[Collected data]
______
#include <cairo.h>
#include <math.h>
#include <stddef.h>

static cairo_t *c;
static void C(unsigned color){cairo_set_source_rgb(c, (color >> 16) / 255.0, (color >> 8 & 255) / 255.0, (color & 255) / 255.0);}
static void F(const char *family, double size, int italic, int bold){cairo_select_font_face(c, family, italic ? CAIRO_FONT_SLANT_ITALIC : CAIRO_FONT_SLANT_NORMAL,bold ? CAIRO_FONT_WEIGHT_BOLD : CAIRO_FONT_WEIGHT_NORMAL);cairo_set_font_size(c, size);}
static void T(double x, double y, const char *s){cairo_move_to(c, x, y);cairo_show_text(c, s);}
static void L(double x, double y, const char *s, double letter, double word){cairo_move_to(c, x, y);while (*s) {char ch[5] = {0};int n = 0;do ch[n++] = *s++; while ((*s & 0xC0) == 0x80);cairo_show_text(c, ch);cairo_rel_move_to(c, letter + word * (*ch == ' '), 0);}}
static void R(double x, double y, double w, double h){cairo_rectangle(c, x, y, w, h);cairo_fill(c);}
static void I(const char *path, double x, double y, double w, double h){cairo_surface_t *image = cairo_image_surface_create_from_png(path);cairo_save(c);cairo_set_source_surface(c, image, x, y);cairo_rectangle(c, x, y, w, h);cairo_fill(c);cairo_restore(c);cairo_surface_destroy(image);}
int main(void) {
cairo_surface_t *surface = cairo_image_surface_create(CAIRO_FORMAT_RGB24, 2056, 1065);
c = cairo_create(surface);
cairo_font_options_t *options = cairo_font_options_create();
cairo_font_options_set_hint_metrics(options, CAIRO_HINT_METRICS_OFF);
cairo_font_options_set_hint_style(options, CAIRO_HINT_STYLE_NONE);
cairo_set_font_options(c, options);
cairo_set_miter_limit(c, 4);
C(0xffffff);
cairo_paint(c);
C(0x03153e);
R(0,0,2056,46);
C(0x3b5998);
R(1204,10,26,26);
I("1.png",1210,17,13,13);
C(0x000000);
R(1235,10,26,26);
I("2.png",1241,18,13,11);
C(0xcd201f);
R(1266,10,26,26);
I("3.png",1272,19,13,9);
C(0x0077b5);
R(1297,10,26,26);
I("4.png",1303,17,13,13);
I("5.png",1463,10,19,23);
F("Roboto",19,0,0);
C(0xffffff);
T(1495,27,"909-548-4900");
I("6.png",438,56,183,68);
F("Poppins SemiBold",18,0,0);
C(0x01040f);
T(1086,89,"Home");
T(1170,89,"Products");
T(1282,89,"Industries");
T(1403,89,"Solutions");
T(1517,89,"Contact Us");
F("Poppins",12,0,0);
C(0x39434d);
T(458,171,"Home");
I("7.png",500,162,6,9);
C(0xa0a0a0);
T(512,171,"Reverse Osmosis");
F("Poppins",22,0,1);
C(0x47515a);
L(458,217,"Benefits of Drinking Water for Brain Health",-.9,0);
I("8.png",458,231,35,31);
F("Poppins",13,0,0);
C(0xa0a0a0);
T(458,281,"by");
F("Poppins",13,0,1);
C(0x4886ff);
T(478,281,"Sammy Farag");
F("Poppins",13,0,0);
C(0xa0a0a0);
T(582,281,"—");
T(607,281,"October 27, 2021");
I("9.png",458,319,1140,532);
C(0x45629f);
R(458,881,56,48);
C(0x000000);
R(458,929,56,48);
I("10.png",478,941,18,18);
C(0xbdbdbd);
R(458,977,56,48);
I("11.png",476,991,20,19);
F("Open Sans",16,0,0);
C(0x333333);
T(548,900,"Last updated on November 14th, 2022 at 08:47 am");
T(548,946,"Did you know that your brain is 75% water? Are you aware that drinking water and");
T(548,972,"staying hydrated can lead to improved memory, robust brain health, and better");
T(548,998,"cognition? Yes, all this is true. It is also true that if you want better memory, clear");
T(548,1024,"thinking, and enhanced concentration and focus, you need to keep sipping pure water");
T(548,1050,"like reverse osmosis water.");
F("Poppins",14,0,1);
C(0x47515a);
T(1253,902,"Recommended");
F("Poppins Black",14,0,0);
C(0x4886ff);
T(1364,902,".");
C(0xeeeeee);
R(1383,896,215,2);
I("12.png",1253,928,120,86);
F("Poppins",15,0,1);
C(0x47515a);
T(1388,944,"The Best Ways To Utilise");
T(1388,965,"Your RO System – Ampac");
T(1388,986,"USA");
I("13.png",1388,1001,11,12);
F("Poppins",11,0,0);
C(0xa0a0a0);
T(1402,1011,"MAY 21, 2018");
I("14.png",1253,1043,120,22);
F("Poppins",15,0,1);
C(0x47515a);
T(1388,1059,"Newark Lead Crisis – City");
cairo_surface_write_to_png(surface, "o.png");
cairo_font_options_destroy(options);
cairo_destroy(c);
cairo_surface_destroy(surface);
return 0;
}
______
Would you state how many lines of the data above hold the string "static"? Reply with the number alone.

### Exercise response
7